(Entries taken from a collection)
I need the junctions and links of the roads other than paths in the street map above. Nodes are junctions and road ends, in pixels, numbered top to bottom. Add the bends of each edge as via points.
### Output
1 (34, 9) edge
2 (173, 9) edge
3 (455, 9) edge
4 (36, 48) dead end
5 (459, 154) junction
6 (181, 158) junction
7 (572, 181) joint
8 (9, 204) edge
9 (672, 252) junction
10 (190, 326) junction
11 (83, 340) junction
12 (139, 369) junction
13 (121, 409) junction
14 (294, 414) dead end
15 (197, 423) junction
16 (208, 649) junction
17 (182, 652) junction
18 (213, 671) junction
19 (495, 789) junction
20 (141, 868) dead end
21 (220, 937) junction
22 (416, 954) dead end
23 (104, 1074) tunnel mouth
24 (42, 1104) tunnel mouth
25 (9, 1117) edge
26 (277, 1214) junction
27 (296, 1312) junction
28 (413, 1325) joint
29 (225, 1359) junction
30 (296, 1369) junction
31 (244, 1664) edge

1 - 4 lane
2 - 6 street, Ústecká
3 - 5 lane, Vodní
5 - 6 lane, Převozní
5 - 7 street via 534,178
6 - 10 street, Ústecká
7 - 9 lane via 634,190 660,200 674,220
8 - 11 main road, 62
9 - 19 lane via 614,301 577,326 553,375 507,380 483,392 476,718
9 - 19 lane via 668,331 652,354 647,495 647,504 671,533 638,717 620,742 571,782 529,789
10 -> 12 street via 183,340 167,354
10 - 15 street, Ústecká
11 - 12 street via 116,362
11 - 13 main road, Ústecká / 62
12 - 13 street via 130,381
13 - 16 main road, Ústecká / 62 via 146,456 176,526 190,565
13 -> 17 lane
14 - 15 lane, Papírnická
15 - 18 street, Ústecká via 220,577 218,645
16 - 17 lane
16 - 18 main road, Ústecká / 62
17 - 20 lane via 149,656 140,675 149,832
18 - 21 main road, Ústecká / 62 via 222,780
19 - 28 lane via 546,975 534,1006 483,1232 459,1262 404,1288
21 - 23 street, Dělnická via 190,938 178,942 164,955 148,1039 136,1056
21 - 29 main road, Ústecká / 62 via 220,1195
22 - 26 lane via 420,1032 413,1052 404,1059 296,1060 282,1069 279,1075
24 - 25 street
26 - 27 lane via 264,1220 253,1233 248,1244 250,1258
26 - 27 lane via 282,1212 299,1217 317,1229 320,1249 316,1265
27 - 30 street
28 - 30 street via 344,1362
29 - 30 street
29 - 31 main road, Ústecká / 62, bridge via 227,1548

** Task to carry out **
Copy out all lines from the records where the word "main" appears.

** Answer to the problem **
8 - 11 main road, 62
11 - 13 main road, Ústecká / 62
13 - 16 main road, Ústecká / 62 via 146,456 176,526 190,565
16 - 18 main road, Ústecká / 62
18 - 21 main road, Ústecká / 62 via 222,780
21 - 29 main road, Ústecká / 62 via 220,1195
29 - 31 main road, Ústecká / 62, bridge via 227,1548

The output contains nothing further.